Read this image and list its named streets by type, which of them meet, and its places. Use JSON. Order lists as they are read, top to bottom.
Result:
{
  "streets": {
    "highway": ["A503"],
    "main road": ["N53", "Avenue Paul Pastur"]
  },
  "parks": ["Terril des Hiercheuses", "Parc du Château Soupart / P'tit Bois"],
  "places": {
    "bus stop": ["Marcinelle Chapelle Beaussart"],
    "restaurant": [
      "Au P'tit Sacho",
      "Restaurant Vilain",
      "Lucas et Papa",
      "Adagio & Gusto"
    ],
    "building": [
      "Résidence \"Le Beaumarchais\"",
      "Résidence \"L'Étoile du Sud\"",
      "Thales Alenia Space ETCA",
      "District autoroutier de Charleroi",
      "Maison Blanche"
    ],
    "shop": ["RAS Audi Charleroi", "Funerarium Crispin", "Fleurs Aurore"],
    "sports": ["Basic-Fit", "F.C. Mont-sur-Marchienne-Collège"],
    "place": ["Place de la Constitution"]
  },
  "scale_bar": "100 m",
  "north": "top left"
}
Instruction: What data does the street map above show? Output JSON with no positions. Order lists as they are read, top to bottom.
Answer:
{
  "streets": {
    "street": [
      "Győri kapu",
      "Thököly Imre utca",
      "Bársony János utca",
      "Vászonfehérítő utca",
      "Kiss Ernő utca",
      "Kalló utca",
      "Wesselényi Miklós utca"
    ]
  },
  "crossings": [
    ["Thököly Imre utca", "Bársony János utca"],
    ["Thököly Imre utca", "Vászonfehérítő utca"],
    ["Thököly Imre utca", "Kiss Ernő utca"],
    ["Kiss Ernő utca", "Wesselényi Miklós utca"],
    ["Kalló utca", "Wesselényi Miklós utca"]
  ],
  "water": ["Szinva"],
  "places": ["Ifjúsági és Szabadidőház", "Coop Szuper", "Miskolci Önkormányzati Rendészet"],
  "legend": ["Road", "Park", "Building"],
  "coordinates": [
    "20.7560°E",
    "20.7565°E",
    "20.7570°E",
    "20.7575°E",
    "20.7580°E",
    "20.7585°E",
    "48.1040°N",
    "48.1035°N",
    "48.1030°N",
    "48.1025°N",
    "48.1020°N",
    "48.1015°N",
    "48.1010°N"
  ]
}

━━━━━━━━━━━━━━━━━━━━━━━━━━━━━━

## TASK REQUIREMENTS
Across the listing above, in how many lines does the string "Résidence" occur? Give the number only.

## TASK RESPONSE
2